Got mine yesterday ;D ;D ;D

a C(2?) clone from Titan Machinery called a CJ0618










started off as usual reading up and inspecting all the bits compared to the plans ???

next is the clean up / dismantle /reassemble 

what do you folks use to get this awful sick grease off new chinese machines? 

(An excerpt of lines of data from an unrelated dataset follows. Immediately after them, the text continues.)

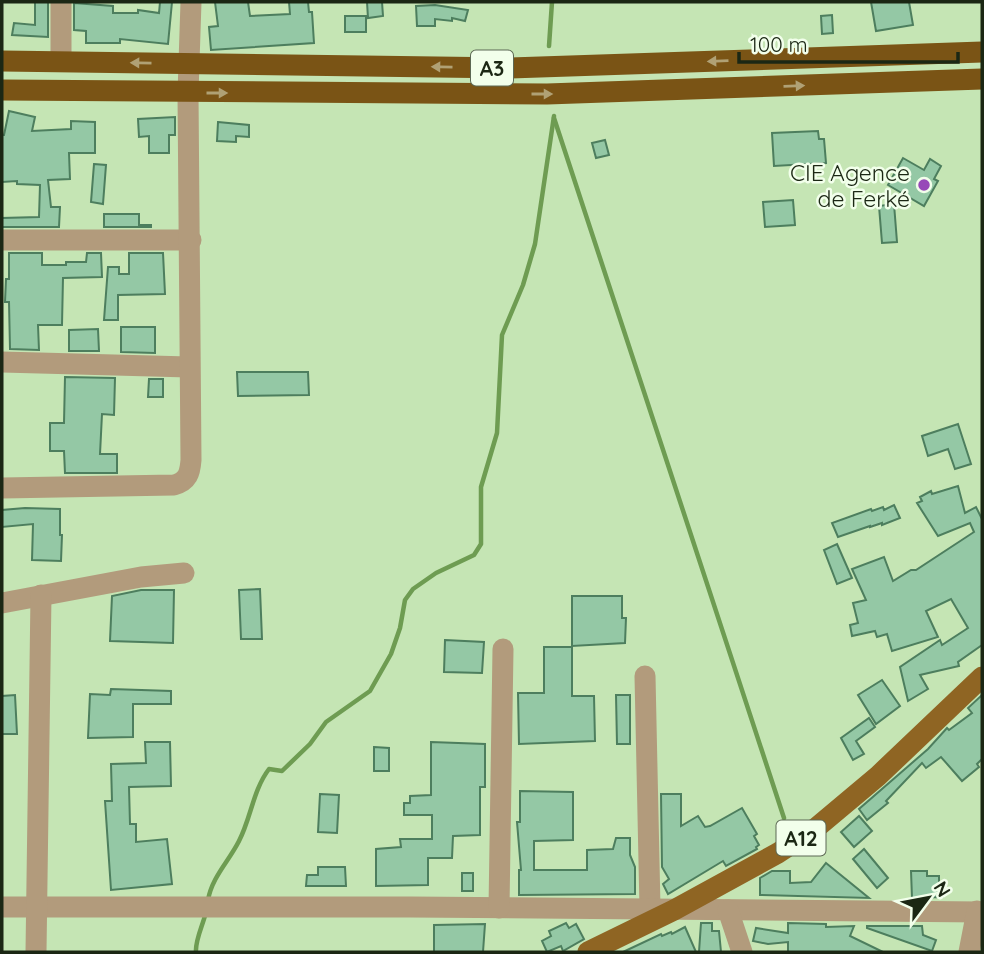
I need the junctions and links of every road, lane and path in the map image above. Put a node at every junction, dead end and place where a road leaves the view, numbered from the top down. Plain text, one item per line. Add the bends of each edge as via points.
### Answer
1 (61, 2) edge
2 (191, 2) edge
3 (982, 52) edge
4 (2, 61) edge
5 (61, 61) junction
6 (190, 64) junction
7 (982, 79) edge
8 (2, 90) edge
9 (188, 93) junction
10 (2, 240) edge
11 (191, 240) junction
12 (2, 362) edge
13 (189, 367) junction
14 (2, 488) edge
15 (184, 573) dead end
16 (41, 596) junction
17 (2, 603) edge
18 (503, 649) dead end
19 (645, 676) dead end
20 (982, 677) edge
21 (2, 908) edge
22 (36, 908) junction
23 (499, 908) junction
24 (650, 908) junction
25 (674, 910) junction
26 (728, 910) junction
27 (979, 912) edge
28 (36, 952) edge
29 (587, 952) edge
30 (742, 952) edge
31 (969, 952) edge

1 - 5 street
2 - 6 street
3 -> 6 highway, A3 via 510,68
4 - 5 highway, A3
6 -> 5 highway, A3
6 - 9 street
9 -> 7 highway, A3 via 547,94
8 - 9 highway, A3
9 - 11 street
10 - 11 street
11 - 13 street
12 - 13 street
13 - 14 street via 191,460 183,483
15 - 16 street
16 - 17 street
16 - 22 street
18 - 23 street
19 - 24 street
20 - 25 main road, A12 via 816,828
21 - 22 street
22 - 23 street
22 - 28 street
23 - 24 street
24 - 25 street
25 - 26 street
25 - 29 main road, A12
26 - 27 street
26 - 30 street
27 - 31 street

 kerosene disolves it but leaves a lot behind 

will leave it for the week as i have work to do ( heaps ) and gotta build a bench for it

any tips on new mini lathe installs and setup??

cheers

jack


----------



## jack404 (Nov 3, 2008)

Hey Bob

your lathe is from Hare and Forbes ??

i've a mate there who know's em inside out 

let me know what model and i'll get him to do a write up for you

jack


----------



## CrewCab (Nov 3, 2008)

Maryak  said:
			
		

> Imperial threads,
> 
> My lathe has a 3mm pitch leadscrew and no 127 tooth wheel, interested how they achieve imperial threads ??? ???
> 
> ...



Bob, this isn't just restricted to Chinese lathes, it was discussed in my Boxford thread and BS had a major issue with his new lathe, Marv, I believe, is trying to get to the bottom of how the Chinese lathes have a TDI for Metric threads ............... for my part I believe I need a TDI with at least 2 or even mebbee 3 different gears and as for change gears, they will probably cost as much as the lathe ??? ...........

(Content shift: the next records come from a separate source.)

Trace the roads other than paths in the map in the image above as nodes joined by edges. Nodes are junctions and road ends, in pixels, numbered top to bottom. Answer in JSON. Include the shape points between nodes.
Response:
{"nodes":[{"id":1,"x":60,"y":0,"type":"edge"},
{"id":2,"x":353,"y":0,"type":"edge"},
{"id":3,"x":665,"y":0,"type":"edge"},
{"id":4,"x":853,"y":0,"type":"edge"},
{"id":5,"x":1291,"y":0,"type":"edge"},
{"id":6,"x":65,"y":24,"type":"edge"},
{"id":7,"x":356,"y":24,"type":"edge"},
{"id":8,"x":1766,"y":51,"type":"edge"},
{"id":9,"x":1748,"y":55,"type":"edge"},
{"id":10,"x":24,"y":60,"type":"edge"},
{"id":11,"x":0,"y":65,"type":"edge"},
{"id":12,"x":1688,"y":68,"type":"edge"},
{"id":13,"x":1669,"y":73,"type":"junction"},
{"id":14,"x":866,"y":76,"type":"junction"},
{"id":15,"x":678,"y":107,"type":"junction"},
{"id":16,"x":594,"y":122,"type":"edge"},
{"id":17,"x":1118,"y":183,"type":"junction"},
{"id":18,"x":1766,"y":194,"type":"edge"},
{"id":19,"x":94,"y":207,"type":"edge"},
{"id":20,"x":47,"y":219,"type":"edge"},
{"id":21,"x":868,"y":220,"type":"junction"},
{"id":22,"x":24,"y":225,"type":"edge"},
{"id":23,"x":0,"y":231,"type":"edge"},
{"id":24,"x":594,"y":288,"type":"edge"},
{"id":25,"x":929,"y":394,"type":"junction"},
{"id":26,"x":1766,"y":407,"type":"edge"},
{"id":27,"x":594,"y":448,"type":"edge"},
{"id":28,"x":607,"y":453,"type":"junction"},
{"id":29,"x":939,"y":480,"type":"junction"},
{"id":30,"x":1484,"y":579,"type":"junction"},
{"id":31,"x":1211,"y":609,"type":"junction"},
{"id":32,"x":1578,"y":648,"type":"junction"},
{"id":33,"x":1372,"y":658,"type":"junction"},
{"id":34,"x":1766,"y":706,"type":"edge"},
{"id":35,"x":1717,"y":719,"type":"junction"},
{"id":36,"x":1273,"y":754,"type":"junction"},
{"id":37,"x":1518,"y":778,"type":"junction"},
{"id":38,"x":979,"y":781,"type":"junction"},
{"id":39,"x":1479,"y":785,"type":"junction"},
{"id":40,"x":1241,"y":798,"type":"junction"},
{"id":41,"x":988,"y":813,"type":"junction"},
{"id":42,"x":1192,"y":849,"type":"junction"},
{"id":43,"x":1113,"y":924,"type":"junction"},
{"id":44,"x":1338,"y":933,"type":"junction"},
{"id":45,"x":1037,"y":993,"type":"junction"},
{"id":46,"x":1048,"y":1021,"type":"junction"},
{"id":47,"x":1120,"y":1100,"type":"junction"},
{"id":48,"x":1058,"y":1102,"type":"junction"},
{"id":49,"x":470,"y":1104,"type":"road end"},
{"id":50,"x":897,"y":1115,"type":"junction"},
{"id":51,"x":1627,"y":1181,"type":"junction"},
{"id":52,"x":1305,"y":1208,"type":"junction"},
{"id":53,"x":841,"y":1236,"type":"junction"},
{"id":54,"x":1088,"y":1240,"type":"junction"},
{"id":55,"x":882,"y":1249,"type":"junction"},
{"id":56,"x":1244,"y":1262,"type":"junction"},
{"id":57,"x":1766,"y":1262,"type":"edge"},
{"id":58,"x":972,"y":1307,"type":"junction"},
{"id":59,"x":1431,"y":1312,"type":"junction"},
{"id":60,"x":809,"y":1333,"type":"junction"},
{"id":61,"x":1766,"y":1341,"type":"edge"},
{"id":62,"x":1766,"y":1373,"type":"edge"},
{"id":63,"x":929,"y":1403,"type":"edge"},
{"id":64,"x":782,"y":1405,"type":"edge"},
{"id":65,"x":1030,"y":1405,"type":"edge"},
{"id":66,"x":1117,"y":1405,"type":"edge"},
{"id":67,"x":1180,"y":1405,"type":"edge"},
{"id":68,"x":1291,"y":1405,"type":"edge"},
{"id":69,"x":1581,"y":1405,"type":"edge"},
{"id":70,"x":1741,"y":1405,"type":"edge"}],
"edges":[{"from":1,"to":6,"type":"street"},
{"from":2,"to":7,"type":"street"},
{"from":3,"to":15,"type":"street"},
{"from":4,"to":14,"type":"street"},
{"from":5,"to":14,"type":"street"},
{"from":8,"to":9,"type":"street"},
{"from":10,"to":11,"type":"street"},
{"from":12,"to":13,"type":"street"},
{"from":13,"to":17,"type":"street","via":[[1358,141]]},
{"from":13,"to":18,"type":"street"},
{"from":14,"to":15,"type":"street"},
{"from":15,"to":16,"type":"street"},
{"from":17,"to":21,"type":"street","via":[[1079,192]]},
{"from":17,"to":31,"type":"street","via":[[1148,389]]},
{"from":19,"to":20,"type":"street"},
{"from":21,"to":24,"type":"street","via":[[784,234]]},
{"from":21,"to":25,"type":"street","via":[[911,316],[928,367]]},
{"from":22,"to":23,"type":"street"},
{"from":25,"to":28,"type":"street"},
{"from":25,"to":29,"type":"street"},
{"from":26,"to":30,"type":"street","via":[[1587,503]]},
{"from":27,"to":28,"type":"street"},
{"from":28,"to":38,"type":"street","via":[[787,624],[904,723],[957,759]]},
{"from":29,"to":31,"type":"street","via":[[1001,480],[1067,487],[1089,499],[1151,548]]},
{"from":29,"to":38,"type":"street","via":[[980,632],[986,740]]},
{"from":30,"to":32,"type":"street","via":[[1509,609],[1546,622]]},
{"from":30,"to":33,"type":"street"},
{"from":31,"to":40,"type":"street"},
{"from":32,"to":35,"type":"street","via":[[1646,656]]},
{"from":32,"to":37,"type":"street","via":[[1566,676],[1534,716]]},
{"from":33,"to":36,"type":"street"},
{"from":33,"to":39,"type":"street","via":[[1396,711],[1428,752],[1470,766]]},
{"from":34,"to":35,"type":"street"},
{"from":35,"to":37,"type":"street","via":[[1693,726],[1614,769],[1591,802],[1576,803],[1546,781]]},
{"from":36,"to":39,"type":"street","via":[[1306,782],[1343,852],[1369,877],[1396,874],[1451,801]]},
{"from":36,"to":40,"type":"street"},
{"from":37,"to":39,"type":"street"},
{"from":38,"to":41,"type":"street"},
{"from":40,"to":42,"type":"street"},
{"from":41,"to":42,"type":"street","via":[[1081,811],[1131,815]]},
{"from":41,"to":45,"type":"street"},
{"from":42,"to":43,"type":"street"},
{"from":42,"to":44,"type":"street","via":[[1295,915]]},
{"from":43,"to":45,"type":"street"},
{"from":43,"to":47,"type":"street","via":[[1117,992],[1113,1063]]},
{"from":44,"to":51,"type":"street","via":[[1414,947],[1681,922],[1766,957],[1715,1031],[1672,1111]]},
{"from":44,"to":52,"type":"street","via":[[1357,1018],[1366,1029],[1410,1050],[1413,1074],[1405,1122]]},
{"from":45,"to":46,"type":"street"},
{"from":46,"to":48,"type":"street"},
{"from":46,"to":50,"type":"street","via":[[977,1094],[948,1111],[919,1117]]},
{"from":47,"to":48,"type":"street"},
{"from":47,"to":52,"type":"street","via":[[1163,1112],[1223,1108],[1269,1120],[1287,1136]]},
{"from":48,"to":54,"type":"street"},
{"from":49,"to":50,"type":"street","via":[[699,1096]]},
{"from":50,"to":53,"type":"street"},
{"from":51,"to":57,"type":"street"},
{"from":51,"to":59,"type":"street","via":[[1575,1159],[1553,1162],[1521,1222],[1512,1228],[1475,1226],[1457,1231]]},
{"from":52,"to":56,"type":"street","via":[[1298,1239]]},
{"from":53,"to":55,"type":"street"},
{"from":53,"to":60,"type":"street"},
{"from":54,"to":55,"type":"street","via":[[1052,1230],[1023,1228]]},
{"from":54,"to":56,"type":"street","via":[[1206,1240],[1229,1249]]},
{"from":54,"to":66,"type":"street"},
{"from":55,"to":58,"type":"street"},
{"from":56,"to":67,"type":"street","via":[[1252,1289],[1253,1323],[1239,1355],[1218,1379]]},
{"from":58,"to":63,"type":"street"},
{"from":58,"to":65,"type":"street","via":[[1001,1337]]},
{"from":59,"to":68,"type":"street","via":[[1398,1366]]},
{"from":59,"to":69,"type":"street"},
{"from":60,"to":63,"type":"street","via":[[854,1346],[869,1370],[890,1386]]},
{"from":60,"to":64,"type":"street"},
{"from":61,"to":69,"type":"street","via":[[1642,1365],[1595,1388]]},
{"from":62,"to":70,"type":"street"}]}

however ............ it appears possible.

hth and not confuses 

CC


----------



## CrewCab (Nov 3, 2008)

jack404  said:
			
		

> i've a mate there who know's em inside out



Blimey Jack, is there anybody you don't know ;D ............ I would ask for tickets to the Rugby World Cup, but .............. given the UK performance yesterday plus the commute time ........... it's perhaps best to pass at this time ......... but I'm sure you would have sorted it for me mate ;D

atb, keep smiling ............. and beware the Fluffy Bunnies 

CC


----------



## spuddevans (Nov 3, 2008)

Maryak  said:
			
		

> Imperial threads,
> 
> My lathe has a 3mm pitch leadscrew and no 127 tooth wheel, interested how they achieve imperial threads ??? ???
> 
> ...



Hi Bob, I don't know which chinese lathe you have, I have a Seig ( or is that Sieg? ) C2, I got it from axminster.co.uk, the reason I'm telling you this is that they also do as an accessory for the C2 an Imperial leadscrew and Imperial gear set http://www.axminster.co.uk/product-Axminster-SIEG-Axminster-SIEG-C2A-Thread-Sets-656286.htm

I don't know if this helps you, but I hope it does.

Tim


----------



## jack404 (Nov 3, 2008)

CC

MY ticket connection got married to one of your mob and is now in Bristol UK  bummer eh

now Ebay is about the only place for tickets ( they sued the Gov here to allow scalping )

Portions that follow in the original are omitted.